Replace `ENDPOINT_ID` and `RUNPOD_API_KEY` with your actual values.

## Supported endpoints

| Endpoint            | Description                                       |
| ------------------- | ------------------------------------------------- |
| `/chat/completions` | Chat model completions (instruction-tuned models) |
| `/completions`      | Text completions (base models)                    |
| `/models`           | List available models                             |

## Chat completions

For instruction-tuned models that follow a chat format.

<Tabs>
  <Tab title="Standard">
    ```python theme={"theme":{"light":"github-light","dark":"github-dark"}}
    response = client.chat.completions.create(
        model="mistralai/Mistral-7B-Instruct-v0.2",
        messages=[
            {"role": "system", "content": "You are a helpful assistant."},
            {"role": "user", "content": "Hello, who are you?"}
        ],
        temperature=0.7,
        max_tokens=500
    )

    print(response.choices[0].message.content)
    ```
  </Tab>

  <Tab title="Streaming">
    ```python theme={"theme":{"light":"github-light","dark":"github-dark"}}
    stream = client.chat.completions.create(
        model="mistralai/Mistral-7B-Instruct-v0.2",
        messages=[
            {"role": "system", "content": "You are a helpful assistant."},
            {"role": "user", "content": "Write a short poem about stars."}
        ],
        temperature=0.7,
        max_tokens=200,
        stream=True
    )

    for chunk in stream:
        if chunk.choices[0].delta.content:
            print(chunk.choices[0].delta.content, end="", flush=True)
    ```
  </Tab>
</Tabs>

## Text completions

For base models and raw text completion.

<Tabs>
  <Tab title="Standard">
    ```python theme={"theme":{"light":"github-light","dark":"github-dark"}}
    response = client.completions.create(
        model="mistralai/Mistral-7B-Instruct-v0.2",
        prompt="Write a poem about artificial intelligence:",
        temperature=0.7,
        max_tokens=150
    )

    print(response.choices[0].text)
    ```
  </Tab>

  <Tab title="Streaming">
    ```python theme={"theme":{"light":"github-light","dark":"github-dark"}}
    stream = client.completions.create(
        model="mistralai/Mistral-7B-Instruct-v0.2",
        prompt="The future of AI is",
        temperature=0.7,
        max_tokens=100,
        stream=True
    )

    for chunk in stream:
        print(chunk.choices[0].text or "", end="", flush=True)
    ```
  </Tab>
</Tabs>

## Model name

The `model` parameter must match either:

* The Hugging Face model you deployed (e.g., `mistralai/Mistral-7B-Instruct-v0.2`)
* A custom name set via the `OPENAI_SERVED_MODEL_NAME_OVERRIDE` environment variable

List available models:

```python theme={"theme":{"light":"github-light","dark":"github-dark"}}
models = client.models.list()
print([model.id for model in models])
```

## Parameters

Standard OpenAI parameters are supported. Include them directly in your request.

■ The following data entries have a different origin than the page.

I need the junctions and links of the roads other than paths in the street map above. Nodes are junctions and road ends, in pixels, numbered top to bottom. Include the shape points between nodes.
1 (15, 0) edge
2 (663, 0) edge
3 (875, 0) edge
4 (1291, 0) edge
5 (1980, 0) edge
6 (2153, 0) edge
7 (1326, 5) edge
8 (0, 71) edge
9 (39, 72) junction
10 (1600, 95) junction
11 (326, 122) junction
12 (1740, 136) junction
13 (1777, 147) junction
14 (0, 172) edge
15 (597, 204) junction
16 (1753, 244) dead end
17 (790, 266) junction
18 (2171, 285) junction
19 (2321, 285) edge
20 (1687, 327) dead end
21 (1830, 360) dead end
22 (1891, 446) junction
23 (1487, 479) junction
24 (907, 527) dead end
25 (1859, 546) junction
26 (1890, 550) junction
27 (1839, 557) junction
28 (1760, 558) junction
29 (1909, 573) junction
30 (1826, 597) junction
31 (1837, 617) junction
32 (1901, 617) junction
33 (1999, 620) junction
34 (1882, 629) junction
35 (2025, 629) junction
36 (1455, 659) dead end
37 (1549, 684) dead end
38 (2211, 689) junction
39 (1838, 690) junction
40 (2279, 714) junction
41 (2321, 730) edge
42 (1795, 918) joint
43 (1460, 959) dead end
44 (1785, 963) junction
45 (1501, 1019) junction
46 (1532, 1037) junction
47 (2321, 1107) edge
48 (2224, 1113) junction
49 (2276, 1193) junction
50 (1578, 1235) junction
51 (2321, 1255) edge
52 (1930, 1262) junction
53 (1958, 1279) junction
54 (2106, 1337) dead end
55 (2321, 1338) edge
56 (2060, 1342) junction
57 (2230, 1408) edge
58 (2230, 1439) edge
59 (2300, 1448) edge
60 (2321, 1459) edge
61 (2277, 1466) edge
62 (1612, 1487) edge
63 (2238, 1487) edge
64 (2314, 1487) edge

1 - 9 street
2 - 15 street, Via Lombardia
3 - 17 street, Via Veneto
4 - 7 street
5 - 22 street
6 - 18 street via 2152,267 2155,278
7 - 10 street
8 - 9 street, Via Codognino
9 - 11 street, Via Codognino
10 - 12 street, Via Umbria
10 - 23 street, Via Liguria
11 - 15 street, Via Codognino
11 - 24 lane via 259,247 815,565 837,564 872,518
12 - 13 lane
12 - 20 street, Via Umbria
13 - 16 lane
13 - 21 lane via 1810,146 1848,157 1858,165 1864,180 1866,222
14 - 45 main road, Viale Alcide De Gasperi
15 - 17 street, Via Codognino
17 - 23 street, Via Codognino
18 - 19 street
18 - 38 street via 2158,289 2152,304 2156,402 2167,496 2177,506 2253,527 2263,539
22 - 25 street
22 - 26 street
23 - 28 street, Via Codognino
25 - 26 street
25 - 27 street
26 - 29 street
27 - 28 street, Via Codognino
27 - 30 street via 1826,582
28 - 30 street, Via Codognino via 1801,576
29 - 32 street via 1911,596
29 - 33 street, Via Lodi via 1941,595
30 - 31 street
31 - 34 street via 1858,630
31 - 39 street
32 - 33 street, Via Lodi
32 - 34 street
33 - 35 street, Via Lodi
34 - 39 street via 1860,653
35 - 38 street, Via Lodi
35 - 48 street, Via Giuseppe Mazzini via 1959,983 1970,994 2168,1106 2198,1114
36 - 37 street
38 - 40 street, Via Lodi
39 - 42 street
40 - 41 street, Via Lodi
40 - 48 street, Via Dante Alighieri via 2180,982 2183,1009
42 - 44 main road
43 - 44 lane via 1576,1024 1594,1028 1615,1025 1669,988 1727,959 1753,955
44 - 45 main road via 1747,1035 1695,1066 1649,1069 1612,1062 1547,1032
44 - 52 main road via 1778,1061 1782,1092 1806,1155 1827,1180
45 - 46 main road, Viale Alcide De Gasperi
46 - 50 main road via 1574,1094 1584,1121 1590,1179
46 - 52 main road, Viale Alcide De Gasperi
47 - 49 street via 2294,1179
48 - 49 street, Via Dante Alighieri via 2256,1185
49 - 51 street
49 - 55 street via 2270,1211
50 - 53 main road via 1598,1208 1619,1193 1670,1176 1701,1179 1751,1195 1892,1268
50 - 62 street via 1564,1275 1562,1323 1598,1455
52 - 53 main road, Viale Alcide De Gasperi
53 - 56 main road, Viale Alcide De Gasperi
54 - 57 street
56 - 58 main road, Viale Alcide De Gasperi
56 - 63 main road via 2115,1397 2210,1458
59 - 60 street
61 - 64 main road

<Accordion title="Common parameters">
  | Parameter           | Type               | Default  | Description                                      |
  | ------------------- | ------------------ | -------- | ------------------------------------------------ |
  | `model`             | `string`           | Required | Your deployed model name.                        |
  | `messages`          | `list`             | Required | Chat messages with `role` and `content`.         |
  | `prompt`            | `string`           | Required | Text completion prompt.                          |
  | `temperature`       | `float`            | `0.7`    | Sampling randomness. Lower = more deterministic. |
  | `max_tokens`        | `int`              | `16`     | Maximum tokens to generate.                      |
  | `top_p`             | `float`            | `1.0`    | Nucleus sampling threshold.                      |
  | `n`                 | `int`              | `1`      | Number of completions to generate.               |
  | `stop`              | `string` or `list` | None     | Stop sequences.                                  |
  | `stream`            | `bool`             | `false`  | Enable streaming.                                |
  | `presence_penalty`  | `float`            | `0.0`    | Penalize tokens already present.                 |
  | `frequency_penalty` | `float`            | `0.0`    | Penalize frequent tokens.                        |
</Accordion>

<Accordion title="Additional vLLM parameters">
  | Parameter             | Type    | Default | Description                          |
  | --------------------- | ------- | ------- | ------------------------------------ |
  | `best_of`             | `int`   | None    | Generate this many, return top `n`.  |
  | `top_k`               | `int`   | `-1`    | Top-k sampling. -1 = all tokens.     |
  | `repetition_penalty`  | `float` | `1.0`   | Penalize repeated tokens.            |
  | `min_p`               | `float` | `0.0`   | Minimum probability threshold.       |
  | `use_beam_search`     | `bool`  | `false` | Use beam search instead of sampling. |
  | `length_penalty`      | `float` | `1.0`   | Length penalty for beam search.      |
  | `ignore_eos`          | `bool`  | `false` | Continue after EOS token.            |
  | `skip_special_tokens` | `bool`  | `true`  | Omit special tokens from output.     |
  | `echo`                | `bool`  | `false` | Include prompt in output.            |
</Accordion>

## Environment variables

Use these environment variables to customize the OpenAI compatibility:

| Variable                            | Default     | Description                                 |
| ----------------------------------- | ----------- | ------------------------------------------- |
| `RAW_OPENAI_OUTPUT`                 | `1`         | Enable raw OpenAI SSE format for streaming. |
| `OPENAI_SERVED_MODEL_NAME_OVERRIDE` | None        | Override model name in responses.           |
| `OPENAI_RESPONSE_ROLE`              | `assistant` | Role for chat completion responses.         |

See [environment variables reference](/serverless/vllm/environment-variables) for all options.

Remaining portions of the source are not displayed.